I wonder how many American Jews are getting mighty uncomfortable about the way Israel has become politicized this election year. I do not mean that Israel should not be discussed in the context of a campaign. Of course it should be. Any foreign policy issue that affects U.S. national interests should be discussed and argued about. Israel is no different, especially when there is no consensus on what our policies should be.
The only consensus is that Israel has the right to exist in peace, with U.S. aid to guard its security. But that is it.
The specifics of U.S. support are not anything the country agrees upon, or, I would guess, even talks about. But why not? Even the most popular domestic program, Social Security, is argued about in elections with candidates differing on how to "save" it from the imagined or real threat of insolvency.
Nothing is off-limits in elections or, more precisely, nothing should be. Israel should be politicized, like everything else. As is the case with every other issue, that is how democracies make decisions. Or should.
This year the argument that Israel not be politicized is coming almost exclusively from Democrats who, as supporters of the incumbent president, vehemently oppose making Israel an issue. (They feel differently when the Republicans hold the White House).
Democratic Party chair, Debbie Wasserman Schultz said last month that presumed Republican presidential nominee, Mitt Romney, is "playing politics with America's bipartisan support for Israel...."
He certainly is but no more than President Obama does when his campaign surrogates declare that Obama is the best friend Israel has ever had.

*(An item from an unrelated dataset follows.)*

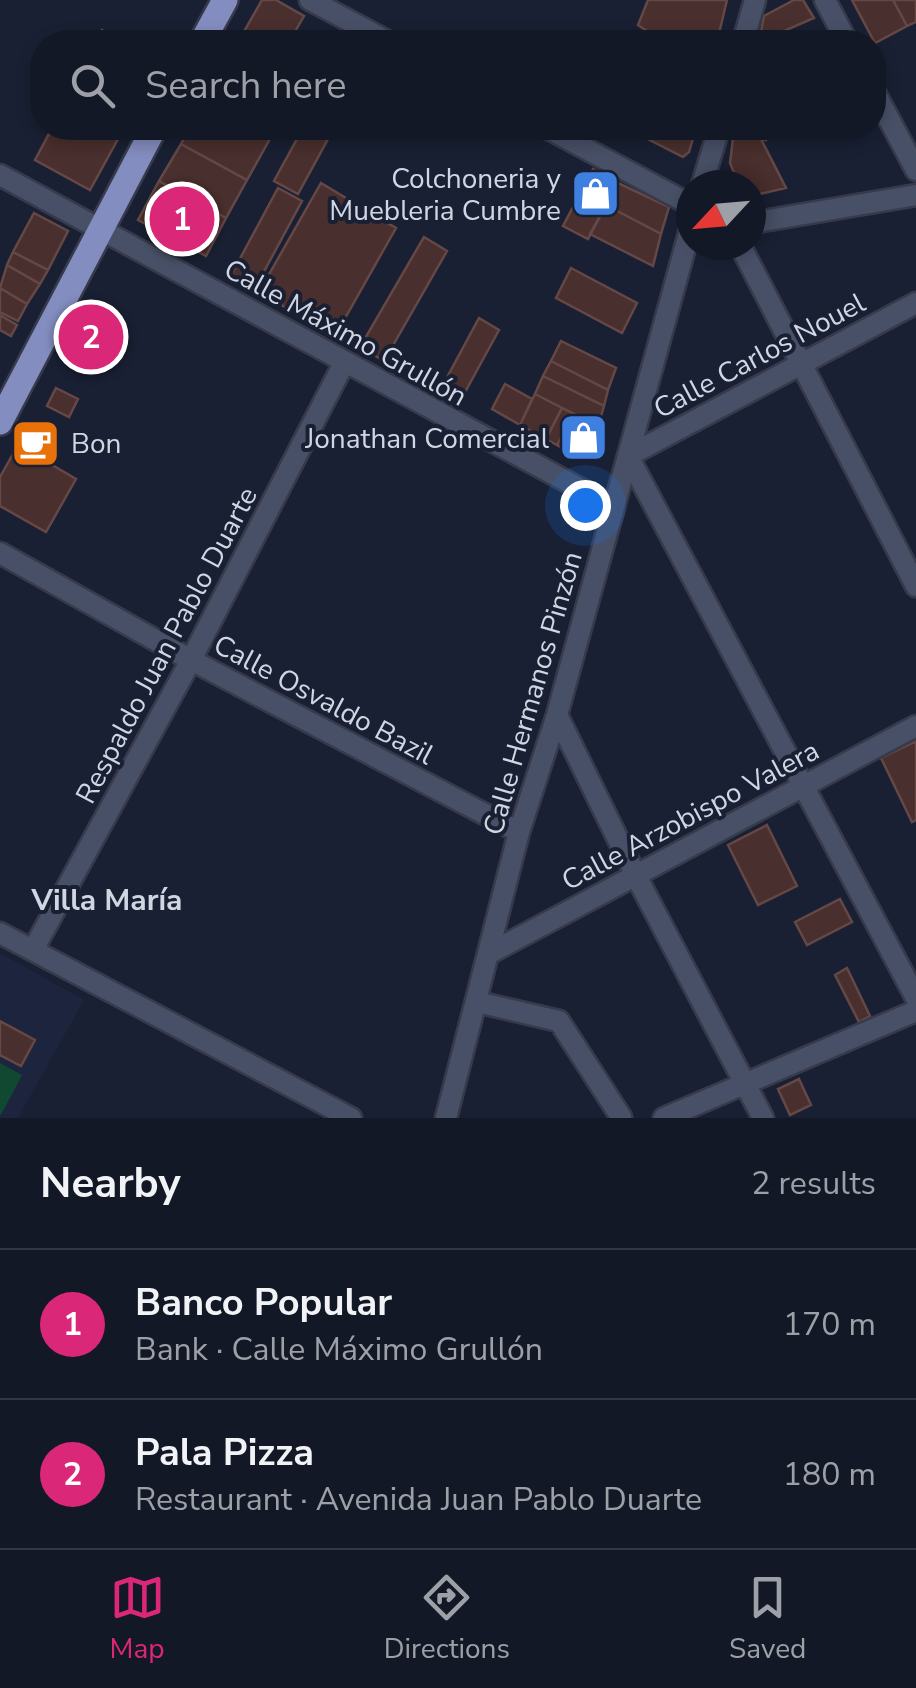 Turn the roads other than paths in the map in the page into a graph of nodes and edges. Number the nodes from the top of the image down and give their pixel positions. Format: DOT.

The difference between Romney and Obama is that Obama has never suggested that he would allow the Israeli government to make key decisions on Israel for him, rather than decide himself based on U.S. national interests. Romney has.
On Iran, Romney's spokesman said during the governor's recent visit to Israel that whether or not Israel bombs Iran is up to Israel. "If Israel has to take action on its own, in order to stop Iran from developing that [nuclear] capability, the governor would respect that decision."
In other words, even though an Israeli attack would undoubtedly affect U.S. interests in the entire Middle East (including our men and women in uniform) and the world economy and even though it might result in an Iranian attack on a U.S. vessel, bringing us into the war, Romney would simply defer to the Israeli government if it decides to prevent an Iranian nuclear capability.
Then there is the question of Jerusalem. Every president since Lyndon Johnson has avoided moving the U.S. embassy from Tel Aviv to Jerusalem not because they did not recognize Jerusalem as Israel's capital but because doing so would almost certainly cause the Arab and Muslim world to erupt in (perhaps violent) opposition. (Jerusalem is holy to Muslims and Christians as well as Jews, so any change in the status quo must be taken with great sensitivity).
Romney says that he would not necessarily move the U.S. embassy to Jerusalem on his first day in office but would "select the timing in accordance with the government of Israel." Of course, timing is at the root of the whole issue; Israel wants the U.S. to move the embassy today if not yesterday. But Romney says the decision is up to Israel even though American lives could be at stake if others view Israel's choice of timing (i.e, now) as incendiary.
So here is the difference between Romney and every other candidate who has politicized Israel. He is the very first to say that on at least two critical policies, he would simply defer to the government of Israel -- even though American interests and lives would be at stake. Obviously, the same standard would apply to other Israel-related issues like borders, arms sales, relations with the Arab states, etc. After all, if Romney would defer to Israel on matters as volatile as Iran and Jerusalem, wouldn't he do the same with other less sensitive issues?
It's crazy. The United States has never contracted out its foreign policy to any foreign country.. Even when our closest ally, the United Kingdom, was fighting for its life against Nazi Germany, President Roosevelt made his policies based on his perception of U.S. interests, not Prime Minister Churchill's. (Churchill would have had us join the war against Germany in 1939, long before we were ready).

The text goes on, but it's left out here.